Various organizations build their OLAP databases by independently choosing:
- Storage System: either running HDFS on a cluster of machines (commodity hardware) or using a cloud object store (e.g., AWS S3, Azure Data Lake Storage, Google Cloud Storage).
- Processing Engine: chosen based on the types of analytical workloads to be performed, whether batch processing engine (e.g., Spark, Presto, Apache Hive), stream processing engine (e.g., Spark, Apache Flink), or machine learning library (e.g., Spark MLlib, scikit-learn, R).
This flexibility—the ability to select the storage system and processing engine best suited to the workload—is a significant advantage of OLAP databases over OLTP databases. Managed solutions like Google’s BigQuery, Azure Synapse, AWS Redshift, Snowflake, Databrick’s Data Intelligence Platform, among others, simplify the complexity.

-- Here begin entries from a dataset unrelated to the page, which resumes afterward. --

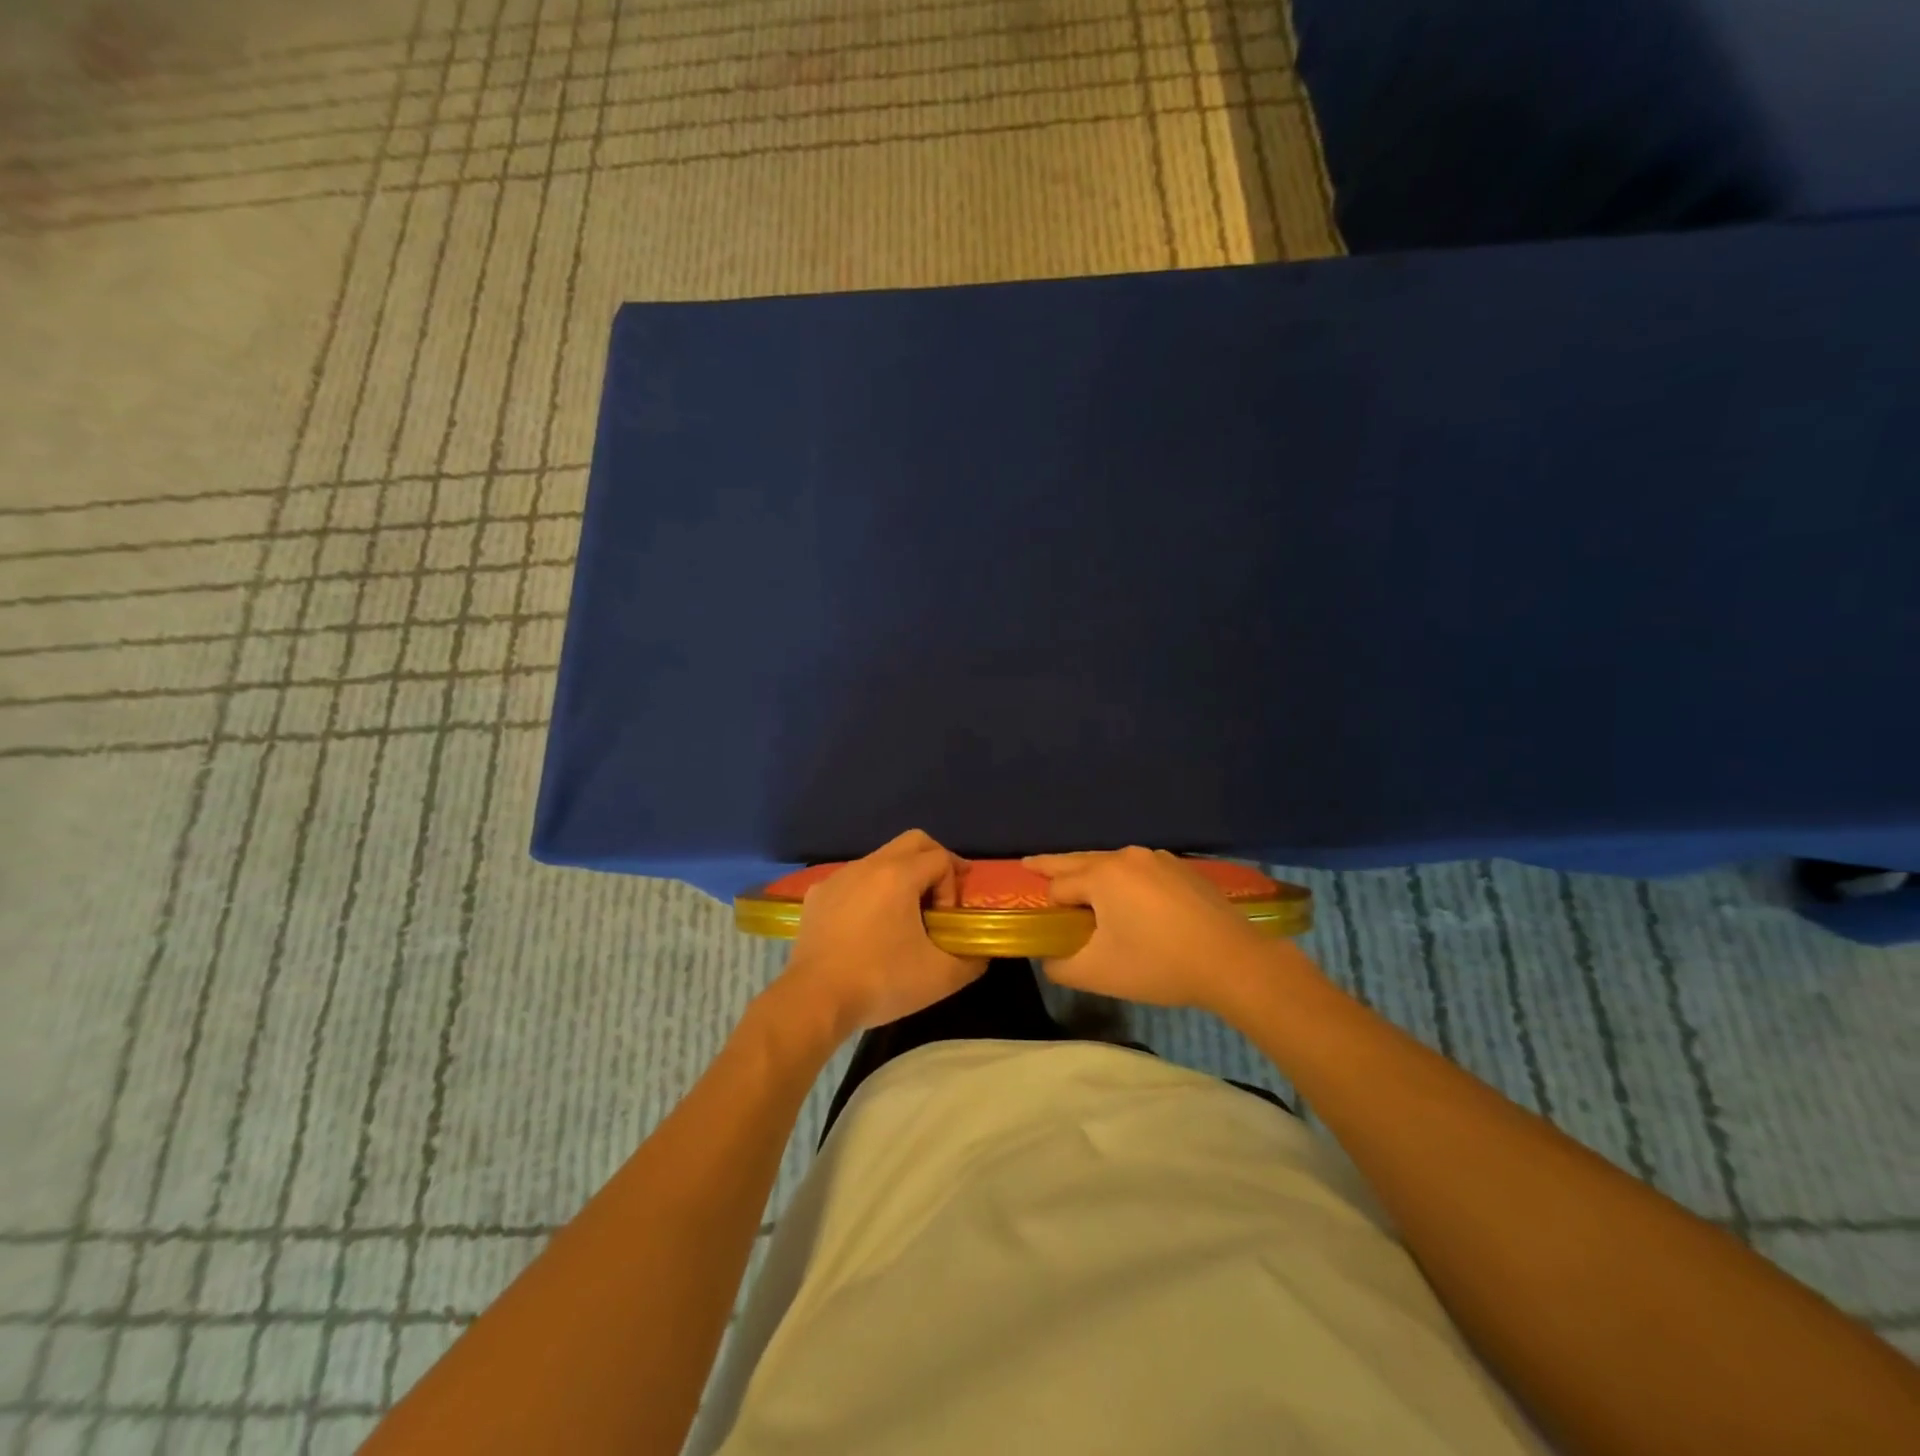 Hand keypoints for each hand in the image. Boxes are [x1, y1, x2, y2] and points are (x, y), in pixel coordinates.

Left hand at [773, 830, 986, 1040]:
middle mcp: (868, 865)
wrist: (814, 1000)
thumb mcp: (941, 976)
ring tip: (904, 916)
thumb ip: (972, 958)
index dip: (952, 887)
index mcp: (898, 874)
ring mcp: (838, 877)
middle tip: (941, 898)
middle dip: (935, 863)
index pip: (941, 859)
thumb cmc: (880, 981)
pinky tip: (868, 925)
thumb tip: (980, 950)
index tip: (945, 921)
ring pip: (881, 858)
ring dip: (902, 877)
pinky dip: (870, 891)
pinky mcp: (817, 895)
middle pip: (913, 842)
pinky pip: (854, 879)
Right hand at [1022, 847, 1276, 1011]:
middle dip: (1053, 865)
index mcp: (1102, 875)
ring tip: (1081, 887)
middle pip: (1080, 860)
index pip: (1058, 885)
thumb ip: (1060, 966)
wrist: (1233, 962)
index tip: (1040, 917)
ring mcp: (1159, 859)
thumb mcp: (1098, 974)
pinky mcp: (1183, 870)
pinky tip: (1130, 899)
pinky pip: (1140, 871)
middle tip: (1029, 864)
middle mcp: (1126, 857)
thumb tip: (1049, 958)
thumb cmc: (1158, 964)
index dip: (1048, 905)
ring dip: (1093, 873)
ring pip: (1112, 864)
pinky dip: (1124, 880)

To illustrate the decoupled compute and storage, check the pricing pages for Google’s BigQuery, Snowflake, or other data warehousing solutions, where both storage and compute are billed separately.
How to Get Started with OLAP Databases?
If you’re transitioning from traditional databases like PostgreSQL and considering delving into warehousing solutions, here’s a step-by-step guide in increasing order of complexity:
- Google’s BigQuery: This is the easiest starting point, as you can continue using SQL to query your data. Plus, the first 1 TiB of query data processed per month is free. It’s an ideal platform to grasp the basics of data warehousing, including different data architectures, schemas, dimensions, fact tables, views, and more.
- Snowflake: Snowflake introduces you to various new concepts like virtual warehouses, micro-partitioning, stages, time-travel, zero-copy cloning, caching, query profiling, and others in a digestible manner. It offers few customization options, reducing complexity. Once you’re comfortable with Snowflake, consider learning DBT, which integrates well with Snowflake.
- Apache Spark: Having understood the components of data warehousing, you can leverage Apache Spark and its ecosystem tools to build customized data warehousing solutions. Spark is a distributed data processing engine that provides extensive control over storage, data format, caching, partitions, and more. While this level of control brings complexity, it allows for tailor-made solutions. Despite the challenges of maintaining and running a Spark cluster, platforms like Databricks simplify the process to some extent.
In my opinion, learning these tools in the specified order helps to avoid feeling overwhelmed by the multitude of tools and solutions in Data Engineering. There are two more definitions that one should know when starting with Data Engineering: Data Lake and Data Warehouse.
While Data Warehouses focus on structured data and predefined schemas for analytics, Data Lakes accommodate diverse data types in their raw form for exploratory analysis. A new type that is gaining popularity is called Data Lakehouse, which combines the strengths of both Data Warehouse and Data Lake approaches to provide a unified platform for modern multi-modal data analytics.